Publiquei o texto Ser no Tempo no Dogen com o objetivo de comentar com vocês algumas questões referentes ao tempo (ao modo como compreendemos o tempo) e ao ser (ao modo como somos).
Ao que parece, não podemos pensar nada fora do tempo ou do espaço.
Tempo: antes e depois, uma coisa depois da outra, uma coisa antes da outra, causa-efeito, um evento como causa do seguinte…etc
Espaço: dentro e fora, uma coisa dentro da outra, uma coisa fora da outra, dois grupos em relação: uma coisa oposta à outra, uma coisa coisa semelhante à outra, uma coisa em função da outra…
Existem também diversas formas como podemos compreender o tempo. Existe o tempo linear (do plano cartesiano ou de uma cronologia), o tempo associado ou dissociado e o tempo circular. Se quiser saber mais, leia este texto: Mudar o tempo?
Na nossa concepção de mundo, ocidental, temos a seguinte fórmula:
Ou seja, o mundo está lá fora com seus objetos e as outras pessoas. Eu vejo o mundo. Mas vejo o mundo a partir de meus pensamentos, sentimentos e sensações.
Podemos nem ver que o mundo NÃO é o que eu penso dele… podemos ver que o mundo é diferente do que eu espero apenas nas decepções…
A concepção de Dogen, um famoso mestre budista – o primeiro a levar o Zen da China para o Japão no século XI (1200 d.C) – é diferente:
Como diz Dogen:
“Ser no tempo” significa que tempo é ser. Cada coisa que existe é tempo. É uma compreensão totalmente diferente da nossa. Como entender isso?
Você está lendo este texto agora: isto (o texto) e você são ser-no-tempo. Este tempo que é para você agora, junto da leitura destas palavras, é parte do seu ser-no-tempo.
Você não é diferente do tempo que está sendo agora. A função do tempo, nos diz Dogen, não é apenas passar… de ontem para hoje e de hoje para amanhã… mas o tempo é ser!
Não é possível separar as duas dimensões, nem é possível separar o eu do eu-no-mundo.
Este trecho também é interessante:
“Seres humanos são mutáveis, uma vez questionam o que eles compreendem e outra vez não mais questionam a mesma coisa, de modo que seus primeiros questionamentos não coincidem sempre com os atuais. Só que o questionamento, por causa de sua duração, é tempo”.
O questionamento que você faz é tempo.
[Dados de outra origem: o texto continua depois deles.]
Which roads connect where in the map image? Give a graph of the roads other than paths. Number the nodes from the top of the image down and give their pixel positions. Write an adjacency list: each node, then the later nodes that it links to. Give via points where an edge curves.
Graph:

Ao fazer um questionamento o seu ser, naquele momento, é o questionamento, é o tempo deste questionamento.
Só tendo esta visão de mundo podemos compreender o I Ching – esta forma antiguíssima chinesa de pensar, o oráculo que a tudo responde que C. G. Jung comenta.
Ao pensar numa questão e jogar as varetas (ou jogar online no Uol), a pergunta feita é o ser-tempo-da-resposta-do-oráculo. Não é que a pergunta cause a resposta. A pergunta e a resposta são ao mesmo tempo ser.
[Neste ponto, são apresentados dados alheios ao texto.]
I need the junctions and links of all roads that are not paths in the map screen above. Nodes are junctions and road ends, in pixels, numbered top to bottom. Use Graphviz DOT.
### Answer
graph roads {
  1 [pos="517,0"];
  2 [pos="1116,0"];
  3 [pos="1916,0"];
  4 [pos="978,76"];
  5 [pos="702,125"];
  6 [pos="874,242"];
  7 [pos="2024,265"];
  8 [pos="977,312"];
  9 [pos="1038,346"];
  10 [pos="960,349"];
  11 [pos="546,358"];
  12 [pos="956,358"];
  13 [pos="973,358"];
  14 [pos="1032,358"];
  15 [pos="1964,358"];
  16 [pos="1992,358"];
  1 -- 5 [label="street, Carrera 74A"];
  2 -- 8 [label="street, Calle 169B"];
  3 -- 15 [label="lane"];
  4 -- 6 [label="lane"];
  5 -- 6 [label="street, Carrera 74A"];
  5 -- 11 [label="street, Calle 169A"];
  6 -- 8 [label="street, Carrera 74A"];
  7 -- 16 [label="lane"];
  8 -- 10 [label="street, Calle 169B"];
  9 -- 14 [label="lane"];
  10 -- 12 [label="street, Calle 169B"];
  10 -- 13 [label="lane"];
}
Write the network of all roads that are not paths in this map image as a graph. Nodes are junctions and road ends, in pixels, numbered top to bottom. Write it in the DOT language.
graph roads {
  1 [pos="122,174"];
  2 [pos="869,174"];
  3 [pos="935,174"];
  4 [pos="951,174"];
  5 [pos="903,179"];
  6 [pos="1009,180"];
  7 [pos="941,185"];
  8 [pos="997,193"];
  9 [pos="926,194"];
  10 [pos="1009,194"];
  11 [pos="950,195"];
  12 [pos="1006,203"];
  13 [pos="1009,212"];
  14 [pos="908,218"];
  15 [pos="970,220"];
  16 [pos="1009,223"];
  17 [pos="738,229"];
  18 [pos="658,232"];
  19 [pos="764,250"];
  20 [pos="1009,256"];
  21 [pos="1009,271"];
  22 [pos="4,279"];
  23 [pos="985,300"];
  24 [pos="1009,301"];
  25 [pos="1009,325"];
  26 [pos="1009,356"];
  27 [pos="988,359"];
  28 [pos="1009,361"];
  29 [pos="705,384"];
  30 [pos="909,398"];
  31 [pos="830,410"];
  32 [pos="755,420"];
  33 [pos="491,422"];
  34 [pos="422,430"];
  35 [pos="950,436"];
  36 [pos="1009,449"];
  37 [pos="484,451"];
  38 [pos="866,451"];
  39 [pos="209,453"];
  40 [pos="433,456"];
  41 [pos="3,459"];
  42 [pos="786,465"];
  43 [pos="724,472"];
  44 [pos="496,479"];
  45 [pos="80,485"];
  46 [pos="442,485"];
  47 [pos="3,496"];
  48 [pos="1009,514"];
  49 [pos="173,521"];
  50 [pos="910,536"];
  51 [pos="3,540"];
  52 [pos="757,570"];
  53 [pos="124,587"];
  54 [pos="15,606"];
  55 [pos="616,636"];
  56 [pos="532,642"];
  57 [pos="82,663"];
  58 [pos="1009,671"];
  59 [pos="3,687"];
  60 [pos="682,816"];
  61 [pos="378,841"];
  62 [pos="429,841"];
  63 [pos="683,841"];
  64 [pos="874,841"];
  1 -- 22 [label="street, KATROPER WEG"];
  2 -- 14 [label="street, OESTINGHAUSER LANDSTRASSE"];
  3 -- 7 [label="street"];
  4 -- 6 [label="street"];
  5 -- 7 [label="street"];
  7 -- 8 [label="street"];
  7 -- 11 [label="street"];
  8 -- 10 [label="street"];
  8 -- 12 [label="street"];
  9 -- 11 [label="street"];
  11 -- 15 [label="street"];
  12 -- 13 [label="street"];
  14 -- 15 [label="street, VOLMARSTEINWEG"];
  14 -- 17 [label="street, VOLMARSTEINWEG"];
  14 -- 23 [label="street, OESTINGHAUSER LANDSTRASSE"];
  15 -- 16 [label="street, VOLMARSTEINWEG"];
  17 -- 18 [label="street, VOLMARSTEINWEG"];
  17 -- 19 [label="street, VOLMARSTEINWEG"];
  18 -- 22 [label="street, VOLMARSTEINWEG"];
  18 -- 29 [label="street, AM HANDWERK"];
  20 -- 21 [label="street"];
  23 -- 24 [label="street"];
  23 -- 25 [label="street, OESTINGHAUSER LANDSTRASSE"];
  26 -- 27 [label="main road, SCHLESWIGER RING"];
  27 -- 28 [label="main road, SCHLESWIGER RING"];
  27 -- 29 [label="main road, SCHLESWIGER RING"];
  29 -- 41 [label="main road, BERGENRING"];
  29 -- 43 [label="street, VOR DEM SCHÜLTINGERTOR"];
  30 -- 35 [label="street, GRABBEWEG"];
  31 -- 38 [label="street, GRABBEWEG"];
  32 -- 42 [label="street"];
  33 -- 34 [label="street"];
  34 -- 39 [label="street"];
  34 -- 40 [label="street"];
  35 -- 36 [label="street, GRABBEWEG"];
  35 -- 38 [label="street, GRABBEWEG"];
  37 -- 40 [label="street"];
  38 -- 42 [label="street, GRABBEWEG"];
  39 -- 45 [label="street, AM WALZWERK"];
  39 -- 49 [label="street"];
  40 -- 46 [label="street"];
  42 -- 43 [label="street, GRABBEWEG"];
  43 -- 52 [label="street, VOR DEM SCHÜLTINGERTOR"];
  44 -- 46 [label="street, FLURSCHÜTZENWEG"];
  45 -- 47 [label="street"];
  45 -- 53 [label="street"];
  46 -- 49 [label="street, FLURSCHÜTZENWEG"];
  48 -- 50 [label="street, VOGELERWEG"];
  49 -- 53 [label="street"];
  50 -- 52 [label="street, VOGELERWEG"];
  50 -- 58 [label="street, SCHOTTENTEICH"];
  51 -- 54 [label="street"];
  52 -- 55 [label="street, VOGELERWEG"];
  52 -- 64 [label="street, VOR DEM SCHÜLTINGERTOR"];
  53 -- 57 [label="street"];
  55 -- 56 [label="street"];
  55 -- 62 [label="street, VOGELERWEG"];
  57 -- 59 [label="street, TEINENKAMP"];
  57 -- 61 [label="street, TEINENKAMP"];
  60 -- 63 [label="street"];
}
No texto Ser no Tempo, Dogen continua em seguida:
“Você deve reconhecer que tudo, tudo neste mundo todo, é tempo. Nenhuma coisa estorva a outra, assim como nenhum tempo estorva outro”.
E mais adiante:
“Como não existe outro tempo senão este, todo ser no tempo é a totalidade do tempo: uma folha de erva, cada objeto em si é tempo. Cada unidade de tempo inclui cada ser e cada mundo”.
Não existe outro tempo senão este: o Agora. O tempo futuro e o tempo passado só podem existir na expectativa (futura) ou lembrança (passado) no presente. O tempo presente é o tempo que há, é a totalidade do tempo.
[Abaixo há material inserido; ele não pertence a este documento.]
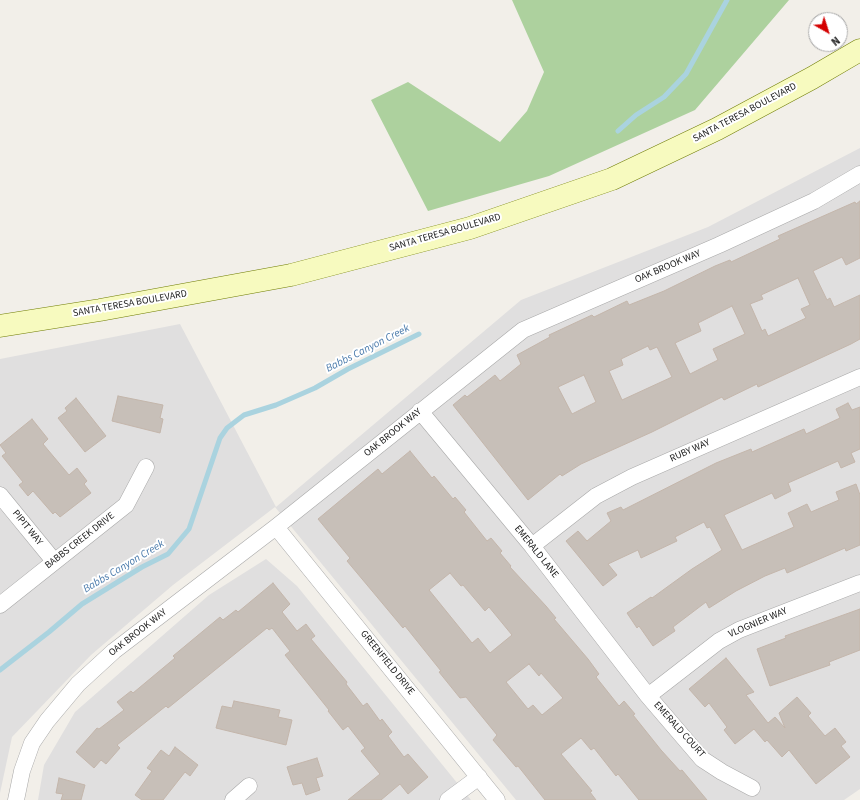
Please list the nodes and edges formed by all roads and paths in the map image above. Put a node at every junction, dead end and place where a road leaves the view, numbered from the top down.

E os objetos deste tempo: O carro que passa na sua rua agora… o frio ou o calor… a posição que você está…cada objeto é em-si-tempo.
Sobre o passado, explica Dogen:
“Quando subi na Montanha ou atravessei o rio, eu era (tempo). O tempo precisa estar comigo. Eu sempre fui: o tempo não me pode abandonar. Quando o tempo não é encarado como fenômeno que flui e reflui, o tempo em que subi a montanha é o tempo presente de ser no tempo”.
Todo o passado, se volta como lembrança, faz parte do tempo presente, faz parte do ser-presente. (Se quiser saber mais sobre esta questão clique aqui: Agora
E conclui Dogen:
“Porque você imagina que o tempo apenas passa, não aprende a verdade do ser no tempo. Numa palavra, todo ser no mundo inteiro é um tempo separado numa contínua sucessão. E uma vez que ser é tempo, eu sou meu ser no tempo. O tempo tem a qualidade de passar, por assim dizer, de hoje para amanhã, de hoje para ontem, de ontem para hoje, de hoje para hoje, de amanhã para amanhã. Porque este passar é uma característica do tempo, tempo presente, tempo passado não se superpõem, nem se chocam, um com o outro. Mas o mestre Seigen é tempo, Obaku é tempo, Sekito é tempo. Já que você e eu somos tempo, a prática e a iluminação são tempo”.
Ou seja, por você ter a compreensão da primeira imagem que postei (a separação entre você – seus pensamentos, sentimentos e sensações – e o mundo) você não aprende a verdade do ser no tempo.
“E uma vez que ser é tempo, eu sou meu ser no tempo”. O tempo-segundo-a-segundo que está acontecendo ao redor (para você) é o você no seu ser-no-tempo.
E como você é este ser-no-tempo a compreensão da realidade última (que os budistas chamam de iluminação) é tempo.
Realmente as pessoas são racionais demais, e precisam cada uma delas "ser no tempo".
Ótimo texto, gostei muito, parabéns.
Abraços.
Fico muito feliz que tenha gostado meu caro amigo!
No que é visto, apenas o que é visto…
No que é ouvido, apenas o que é ouvido…
Ser-no-tempo assim é encontrar a verdadeira liberdade!